# Collected data entries
-=-=-=-=-

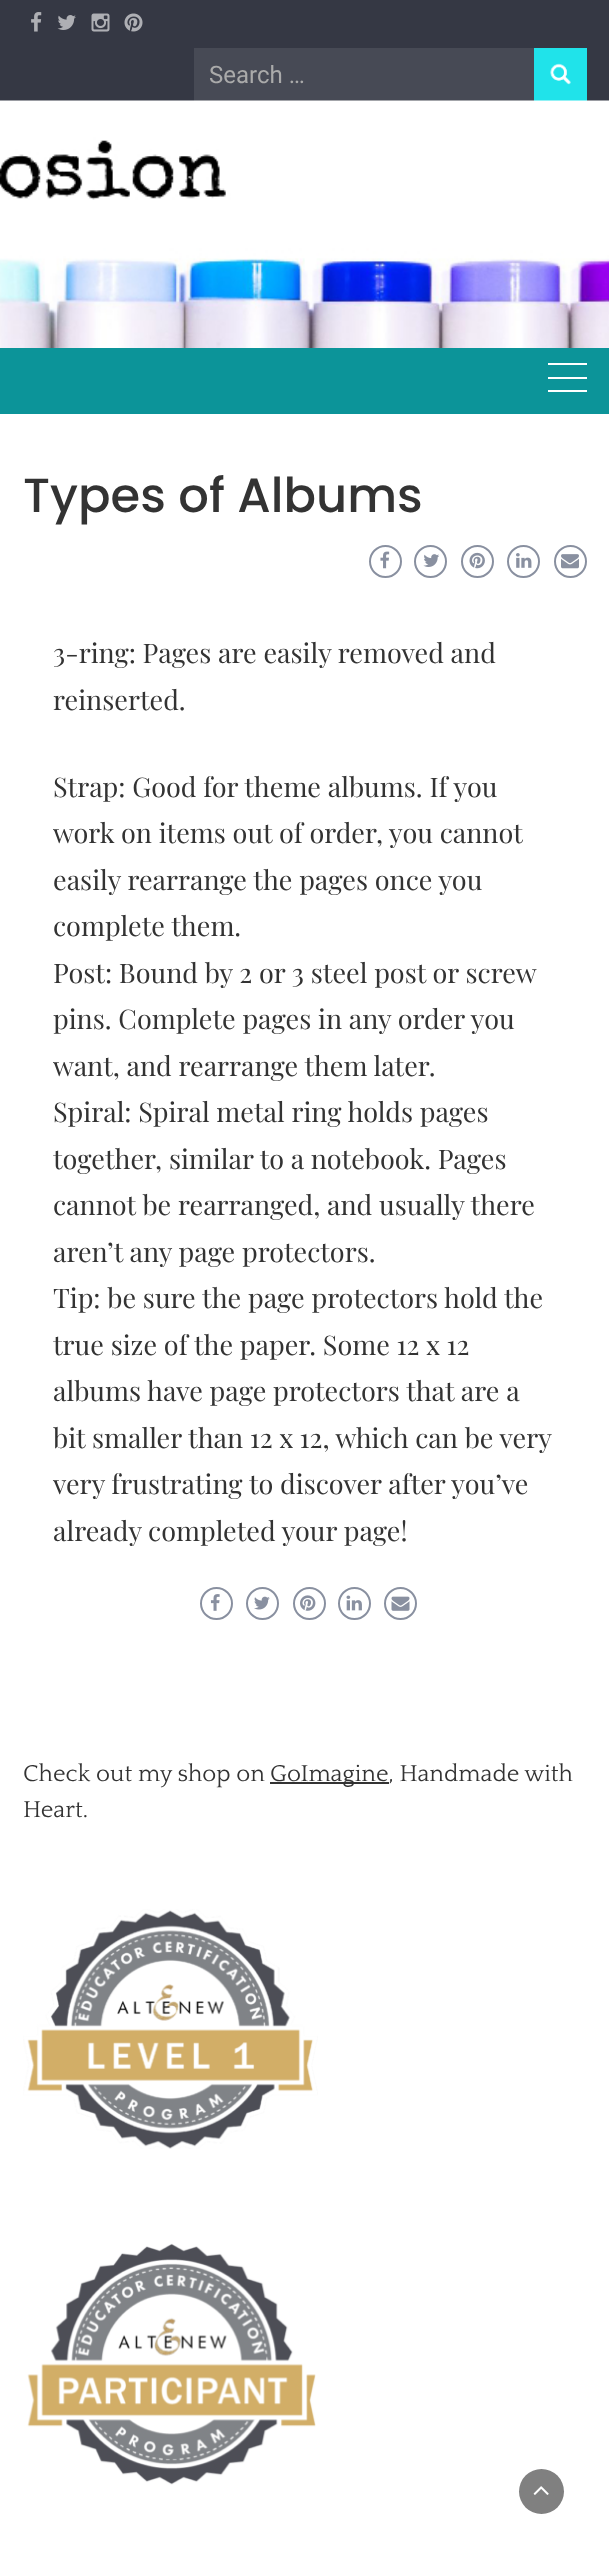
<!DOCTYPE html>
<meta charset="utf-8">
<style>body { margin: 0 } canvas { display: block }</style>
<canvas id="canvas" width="609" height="2559"></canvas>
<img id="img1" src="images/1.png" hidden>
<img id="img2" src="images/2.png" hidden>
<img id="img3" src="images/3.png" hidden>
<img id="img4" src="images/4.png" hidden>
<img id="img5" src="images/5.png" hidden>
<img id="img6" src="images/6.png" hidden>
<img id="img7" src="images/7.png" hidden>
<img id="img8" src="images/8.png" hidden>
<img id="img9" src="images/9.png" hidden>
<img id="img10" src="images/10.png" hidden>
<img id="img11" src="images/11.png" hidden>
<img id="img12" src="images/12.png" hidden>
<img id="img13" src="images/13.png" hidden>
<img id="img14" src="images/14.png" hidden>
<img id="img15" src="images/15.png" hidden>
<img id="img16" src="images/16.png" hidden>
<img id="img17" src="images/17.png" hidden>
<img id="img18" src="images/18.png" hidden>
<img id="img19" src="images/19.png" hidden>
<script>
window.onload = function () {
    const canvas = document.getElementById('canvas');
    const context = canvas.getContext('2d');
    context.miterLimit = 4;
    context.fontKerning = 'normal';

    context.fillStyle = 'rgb(255, 255, 255)';
    context.fillRect(0, 0, 609, 2559);
    context.fillStyle = 'rgb(53, 56, 68)';
    context.fillRect(0, 0, 609, 101);
    context.drawImage(document.getElementById('img1'), 31, 12, 11, 20);
    context.drawImage(document.getElementById('img2'), 57, 15, 19, 15);
    context.drawImage(document.getElementById('img3'), 91, 13, 19, 19);
    context.drawImage(document.getElementById('img4'), 124, 13, 19, 19);
    context.fillStyle = 'rgb(71, 74, 85)';
    context.fillRect(194, 48, 340, 53);
    context.fillStyle = 'rgb(32, 227, 234)';
    context.fillRect(534, 48, 53, 53);
    context.drawImage(document.getElementById('img5'), 550, 63, 21, 22);
    context.drawImage(document.getElementById('img6'), 0, 100, 609, 248);
    context.fillStyle = 'rgb(12, 148, 153)';
    context.fillRect(0, 348, 609, 66);
    context.fillStyle = 'rgb(255, 255, 255)';
    context.fillRect(548, 363, 39, 2);
    context.fillRect(548, 377, 39, 2);
    context.fillRect(548, 390, 39, 2);
    context.beginPath();
    context.arc(385.5, 561.5, 15.5, 0, 2 * Math.PI);
    context.strokeStyle = 'rgb(137, 144, 160)';
    context.lineWidth = 2;
    context.stroke();
    context.drawImage(document.getElementById('img7'), 380, 551, 10, 18);
    context.beginPath();
    context.arc(430.5, 561.5, 15.5, 0, 2 * Math.PI);
    context.stroke();
    context.drawImage(document.getElementById('img8'), 423, 554, 17, 13);
    context.beginPath();
    context.arc(477.5, 561.5, 15.5, 0, 2 * Math.PI);
    context.stroke();
    context.drawImage(document.getElementById('img9'), 469, 552, 16, 17);
    context.beginPath();
    context.arc(523.5, 561.5, 15.5, 0, 2 * Math.PI);
    context.stroke();
    context.drawImage(document.getElementById('img10'), 516, 553, 16, 15);
    context.beginPath();
    context.arc(570.5, 561.5, 15.5, 0, 2 * Math.PI);
    context.stroke();
    context.drawImage(document.getElementById('img11'), 561, 554, 18, 15);
    context.beginPath();
    context.arc(216.5, 1603.5, 15.5, 0, 2 * Math.PI);
    context.stroke();
    context.drawImage(document.getElementById('img12'), 210, 1594, 10, 17);
    context.beginPath();
    context.arc(262.5, 1603.5, 15.5, 0, 2 * Math.PI);
    context.stroke();
    context.drawImage(document.getElementById('img13'), 254, 1596, 16, 14);
    context.beginPath();
    context.arc(309.5, 1603.5, 15.5, 0, 2 * Math.PI);
    context.stroke();
    context.drawImage(document.getElementById('img14'), 300, 1595, 16, 16);
    context.beginPath();
    context.arc(354.5, 1603.5, 15.5, 0, 2 * Math.PI);
    context.stroke();
    context.drawImage(document.getElementById('img15'), 346, 1595, 16, 16);
    context.beginPath();
    context.arc(400.5, 1603.5, 15.5, 0, 2 * Math.PI);
    context.stroke();
    context.drawImage(document.getElementById('img16'), 391, 1596, 19, 15);
    context.fillStyle = 'rgb(51, 51, 51)';
    context.fillRect(270, 1782, 119, 2);
    context.drawImage(document.getElementById('img17'), 23, 1909, 295, 240);
    context.drawImage(document.getElementById('img18'), 27, 2243, 289, 242);
    context.fillStyle = 'rgb(128, 128, 128)';
    context.beginPath();
    context.arc(541.5, 2491.5, 22.5, 0, 2 * Math.PI);
    context.fill();
    context.drawImage(document.getElementById('img19'), 533, 2486, 16, 9);
    context.font = '24px Roboto';
    context.fillStyle = 'rgb(170, 170, 170)';
    context.fillText('Search …', 209, 83);
    context.font = '500 48px Poppins';
    context.fillStyle = 'rgb(51, 51, 51)';
    context.fillText('Types of Albums', 23, 512);
    context.font = '27px Playfair Display';
    context.fillText('3-ring: Pages are easily removed and', 53, 663);
    context.fillText('reinserted.', 53, 710);
    context.fillText('Strap: Good for theme albums. If you', 53, 797);
    context.fillText('work on items out of order, you cannot', 53, 843);
    context.fillText('easily rearrange the pages once you', 53, 890);
    context.fillText('complete them.', 53, 936);
    context.fillText('Post: Bound by 2 or 3 steel post or screw', 53, 983);
    context.fillText('pins. Complete pages in any order you', 53, 1029);
    context.fillText('want, and rearrange them later.', 53, 1076);
    context.fillText('Spiral: Spiral metal ring holds pages', 53, 1122);
    context.fillText('together, similar to a notebook. Pages', 53, 1169);
    context.fillText('cannot be rearranged, and usually there', 53, 1215);
    context.fillText('aren’t any page protectors.', 53, 1262);
    context.fillText('Tip: be sure the page protectors hold the', 53, 1308);
    context.fillText('true size of the paper. Some 12 x 12', 53, 1355);
    context.fillText('albums have page protectors that are a', 53, 1401);
    context.fillText('bit smaller than 12 x 12, which can be very', 53, 1448);
    context.fillText('very frustrating to discover after you’ve', 53, 1494);
    context.fillText('already completed your page!', 53, 1541);
    context.font = '24px Quattrocento';
    context.fillText('Check out my shop on', 23, 1781);
    context.fillText('GoImagine, Handmade with', 270, 1781);
    context.fillText('Heart.', 23, 1817);
};
</script>
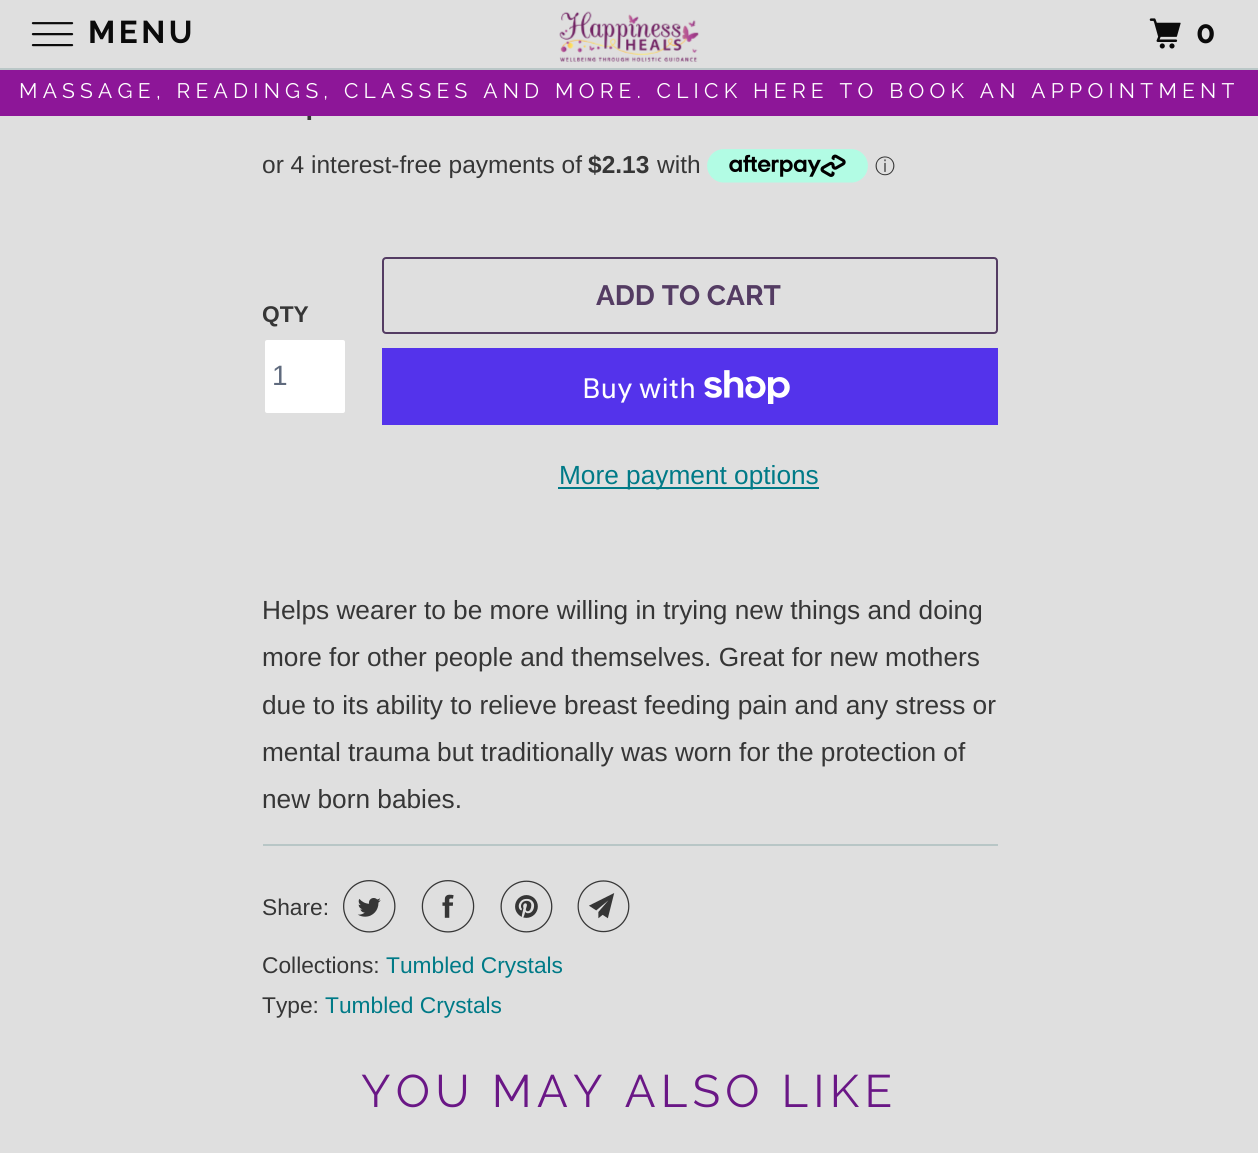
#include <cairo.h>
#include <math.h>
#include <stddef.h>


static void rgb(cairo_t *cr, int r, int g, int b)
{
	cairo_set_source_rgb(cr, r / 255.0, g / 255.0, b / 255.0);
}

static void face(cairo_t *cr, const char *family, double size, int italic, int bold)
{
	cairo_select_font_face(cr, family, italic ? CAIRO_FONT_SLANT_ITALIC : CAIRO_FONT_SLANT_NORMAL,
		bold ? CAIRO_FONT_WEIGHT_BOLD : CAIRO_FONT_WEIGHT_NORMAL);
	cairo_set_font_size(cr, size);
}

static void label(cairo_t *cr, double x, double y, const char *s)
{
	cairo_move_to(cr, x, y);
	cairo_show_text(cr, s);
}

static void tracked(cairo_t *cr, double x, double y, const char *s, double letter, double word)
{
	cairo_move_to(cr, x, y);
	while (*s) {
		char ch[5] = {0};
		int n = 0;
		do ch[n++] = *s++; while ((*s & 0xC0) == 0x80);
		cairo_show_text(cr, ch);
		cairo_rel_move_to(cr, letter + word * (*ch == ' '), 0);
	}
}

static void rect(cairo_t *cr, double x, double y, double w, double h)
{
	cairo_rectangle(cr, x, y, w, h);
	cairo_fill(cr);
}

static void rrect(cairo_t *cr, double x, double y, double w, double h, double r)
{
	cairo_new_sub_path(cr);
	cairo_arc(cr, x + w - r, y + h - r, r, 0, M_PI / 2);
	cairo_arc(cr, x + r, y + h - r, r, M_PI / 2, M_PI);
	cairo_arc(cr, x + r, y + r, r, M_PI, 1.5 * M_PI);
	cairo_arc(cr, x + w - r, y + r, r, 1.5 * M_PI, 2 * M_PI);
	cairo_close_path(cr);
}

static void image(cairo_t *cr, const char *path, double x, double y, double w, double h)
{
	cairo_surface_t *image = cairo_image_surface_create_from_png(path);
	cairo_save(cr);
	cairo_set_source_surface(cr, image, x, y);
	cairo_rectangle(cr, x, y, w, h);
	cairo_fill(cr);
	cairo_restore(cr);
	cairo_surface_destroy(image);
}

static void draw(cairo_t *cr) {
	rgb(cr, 223, 223, 223);
	cairo_paint(cr);
	rgb(cr, 186, 199, 199);
	rect(cr, 0, 68, 1258, 2);
	image(cr, "image0.png", 31, 22, 43, 25);
	face(cr, "Raleway", 31.5, 0, 1);
	rgb(cr, 11, 11, 11);
	tracked(cr, 88, 43, "MENU", 3.5, 0);
	image(cr, "image1.png", 559, 11, 140, 51);
	image(cr, "image2.png", 1149, 18, 32, 31);
	tracked(cr, 1196, 43, "0", 3.5, 0);
	face(cr, "Liberation Sans", 38, 0, 0);
	rgb(cr, 54, 54, 54);
	label(cr, 304, 120, ".");
	rgb(cr, 141, 22, 152);
	rect(cr, 0, 70, 1258, 46);
	face(cr, "Raleway", 21, 0, 0);
	rgb(cr, 255, 255, 255);
	tracked(cr, 19, 98, "MASSAGE, READINGS, CLASSES AND MORE. CLICK HERE TO BOOK AN APPOINTMENT", 5.25, 0);
	face(cr, "Liberation Sans", 24.5, 0, 0);
	rgb(cr, 54, 54, 54);
	label(cr, 262, 173, "or 4 interest-free payments of");
	face(cr, "Liberation Sans", 24.5, 0, 1);
	label(cr, 588, 173, "$2.13");
	face(cr, "Liberation Sans", 24.5, 0, 0);
	label(cr, 657, 173, "with");
	image(cr, "image3.png", 707, 149, 161, 34);
	face(cr, "WenQuanYi Zen Hei Medium", 20, 0, 0);
	label(cr, 875, 173, "ⓘ");
	face(cr, "Liberation Sans", 22.75, 0, 1);
	label(cr, 262, 322, "QTY");
	rgb(cr, 255, 255, 255);
	rrect(cr, 264, 339, 82, 75, 3);
	cairo_fill_preserve(cr);
	rgb(cr, 223, 223, 223);
	cairo_stroke(cr);
	face(cr, "Liberation Sans", 28, 0, 0);
	rgb(cr, 95, 106, 125);
	label(cr, 272, 385, "1");
	rrect(cr, 383, 258, 614, 75, 3);
	rgb(cr, 84, 60, 99);
	cairo_stroke(cr);
	face(cr, "Raleway", 28, 0, 1);
	label(cr, 596, 305, "ADD TO CART");
	rgb(cr, 84, 51, 235);
	rect(cr, 382, 348, 616, 77);
	face(cr, "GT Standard", 28, 0, 0);
	rgb(cr, 255, 255, 255);
	label(cr, 582, 398, "Buy with");
	image(cr, "image4.png", 704, 370, 86, 34);
	rgb(cr, 0, 122, 135);
	rect(cr, 558, 487, 261, 2);
	face(cr, "Liberation Sans", 26.25, 0, 0);
	label(cr, 559, 484, "More payment options");
	rgb(cr, 54, 54, 54);
	label(cr, 262, 619, "Helps wearer to be more willing in trying new things and doing");
	label(cr, 262, 666, "more for other people and themselves. Great for new mothers");
	label(cr, 262, 714, "due to its ability to relieve breast feeding pain and any stress or");
	label(cr, 262, 761, "mental trauma but traditionally was worn for the protection of");
	label(cr, 262, 808, "new born babies.");
	rgb(cr, 184, 198, 198);
	rect(cr, 263, 844, 735, 2);
	face(cr, "Liberation Sans", 22.75, 0, 0);
	rgb(cr, 54, 54, 54);
	label(cr, 262, 915, "Share:");
	image(cr, "image5.png", 343, 880, 53, 53);
	image(cr, "image6.png", 421, 880, 54, 53);
	image(cr, "image7.png", 500, 880, 53, 53);
	image(cr, "image8.png", 577, 880, 53, 53);
	label(cr, 262, 973, "Collections:");
	rgb(cr, 0, 122, 135);
	label(cr, 386, 973, "Tumbled Crystals");
	rgb(cr, 54, 54, 54);
	label(cr, 262, 1013, "Type:");
	rgb(cr, 0, 122, 135);
	label(cr, 325, 1013, "Tumbled Crystals");
	face(cr, "Raleway", 45.5, 0, 0);
	rgb(cr, 106, 23, 134);
	tracked(cr, 361, 1107, "YOU MAY ALSO LIKE", 5.25, 0);
}

int main(void) {
	cairo_surface_t *surface = cairo_image_surface_create(CAIRO_FORMAT_RGB24, 1258, 1153);
	cairo_t *cr = cairo_create(surface);
	cairo_font_options_t *options = cairo_font_options_create();
	cairo_font_options_set_hint_metrics(options, CAIRO_HINT_METRICS_OFF);
	cairo_font_options_set_hint_style(options, CAIRO_HINT_STYLE_NONE);
	cairo_set_font_options(cr, options);
	cairo_set_miter_limit(cr, 4);
	draw(cr);
	cairo_surface_write_to_png(surface, "render.png");
	cairo_font_options_destroy(options);
	cairo_destroy(cr);
	cairo_surface_destroy(surface);
	return 0;
}
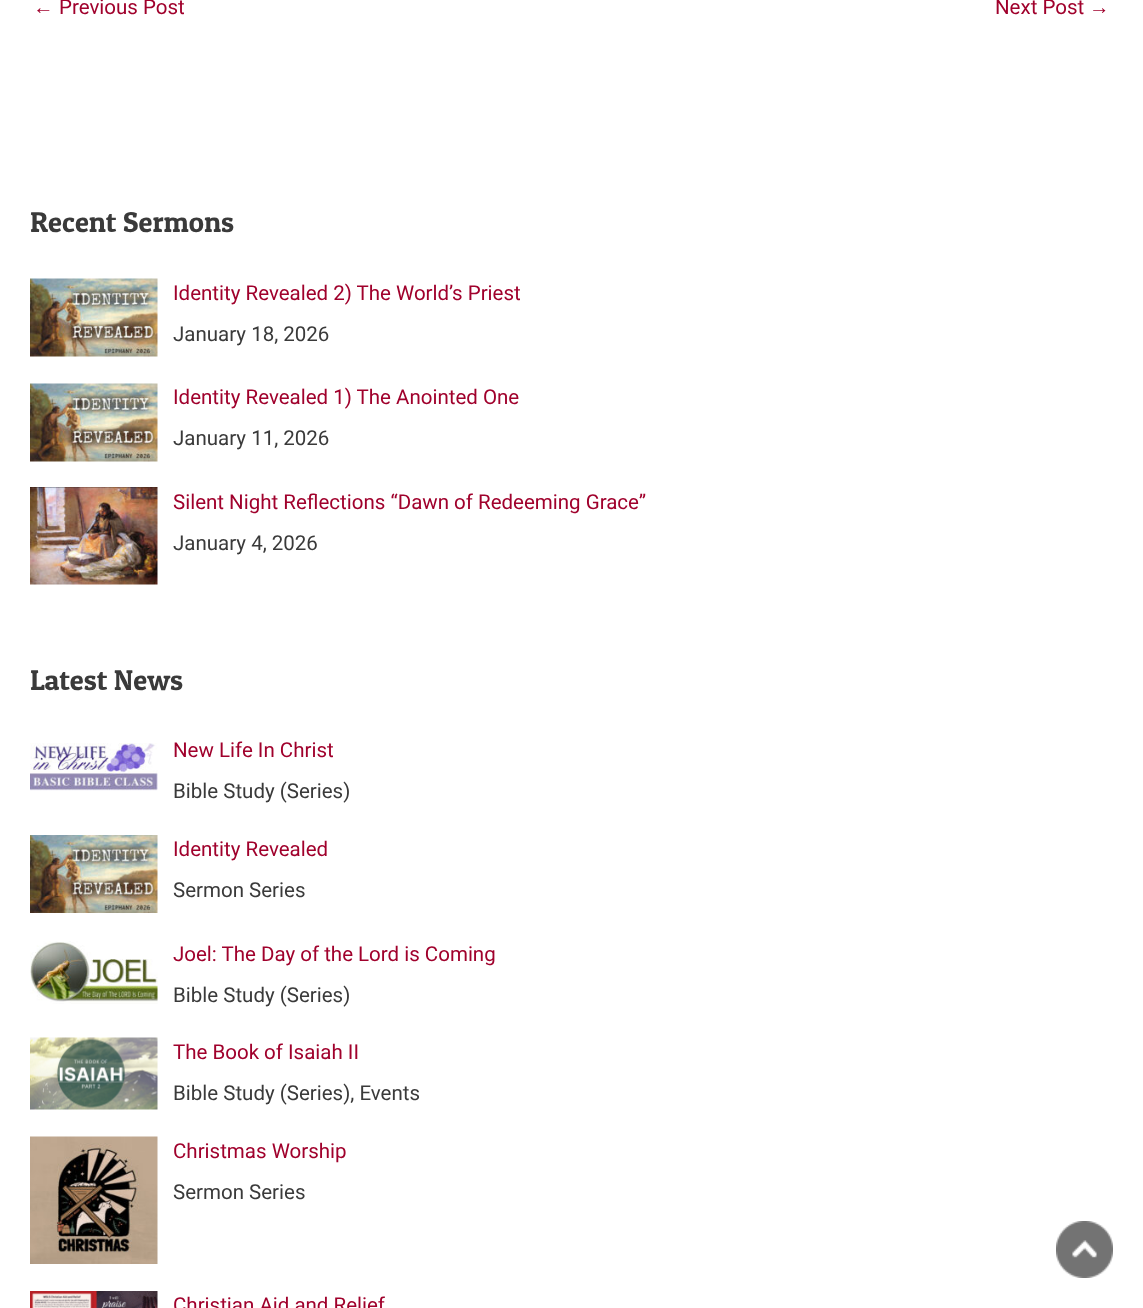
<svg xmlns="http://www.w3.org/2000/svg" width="1143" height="1308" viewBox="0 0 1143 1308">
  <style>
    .t1 { font: 20.5px Liberation Sans; fill: #a0012c; }
    .t2 { font: 20.5px Roboto; fill: #a0012c; }
    .t3 { font: 28.75px Patua One; fill: #3a3a3a; }
    .t4 { font: 20.5px Roboto; fill: #3a3a3a; }
  </style>
  <rect width="100%" height="100%" fill="#fff"/>
  <text x="33" y="14" class="t1">←</text>
  <text x="59" y="14" class="t2">Previous Post</text>
  <text x="995" y="14" class="t2">Next Post</text>
  <text x="1089" y="14" class="t1">→</text>
  <text x="30" y="232" class="t3">Recent Sermons</text>
  <image x="30" y="278" width="128" height="79" href="images/1.png"/>
  <text x="173" y="300" class="t2">Identity Revealed 2) The World’s Priest</text>
  <text x="173" y="341" class="t4">January 18, 2026</text>
  <image x="30" y="383" width="128" height="79" href="images/1.png"/>
  <text x="173" y="404" class="t2">Identity Revealed 1) The Anointed One</text>
  <text x="173" y="445" class="t4">January 11, 2026</text>
  <image x="30" y="487" width="128" height="98" href="images/2.png"/>
  <text x="173" y="509" class="t2">Silent Night Reflections “Dawn of Redeeming Grace”</text>
  <text x="173" y="550" class="t4">January 4, 2026</text>
  <text x="30" y="690" class="t3">Latest News</text>
  <image x="30" y="743" width="128" height="48" href="images/3.png"/>
  <text x="173" y="757" class="t2">New Life In Christ</text>
  <text x="173" y="798" class="t4">Bible Study (Series)</text>
  <image x="30" y="835" width="128" height="78" href="images/4.png"/>
  <text x="173" y="856" class="t2">Identity Revealed</text>
  <text x="173" y="897" class="t4">Sermon Series</text>
  <image x="30" y="941" width="128" height="63" href="images/5.png"/>
  <text x="173" y="961" class="t2">Joel: The Day of the Lord is Coming</text>
  <text x="173" y="1002" class="t4">Bible Study (Series)</text>
  <image x="30" y="1037" width="128" height="73" href="images/6.png"/>
  <text x="173" y="1059" class="t2">The Book of Isaiah II</text>
  <text x="173" y="1100" class="t4">Bible Study (Series), Events</text>
  <image x="30" y="1136" width="128" height="128" href="images/7.png"/>
  <text x="173" y="1158" class="t2">Christmas Worship</text>
  <text x="173" y="1199" class="t4">Sermon Series</text>
  <image x="30" y="1291" width="128" height="17" href="images/8.png"/>
  <text x="173" y="1312" class="t2">Christian Aid and Relief</text>
  <image x="1056" y="1221" width="57" height="57" href="images/9.png"/>
</svg>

-=-=-=-=-

# Goal of the exercise
Filter the lines above so that only those with the string "family" remain, then copy them.

# Response below
static void face(cairo_t *cr, const char *family, double size, int italic, int bold)
	cairo_select_font_face(cr, family, italic ? CAIRO_FONT_SLANT_ITALIC : CAIRO_FONT_SLANT_NORMAL,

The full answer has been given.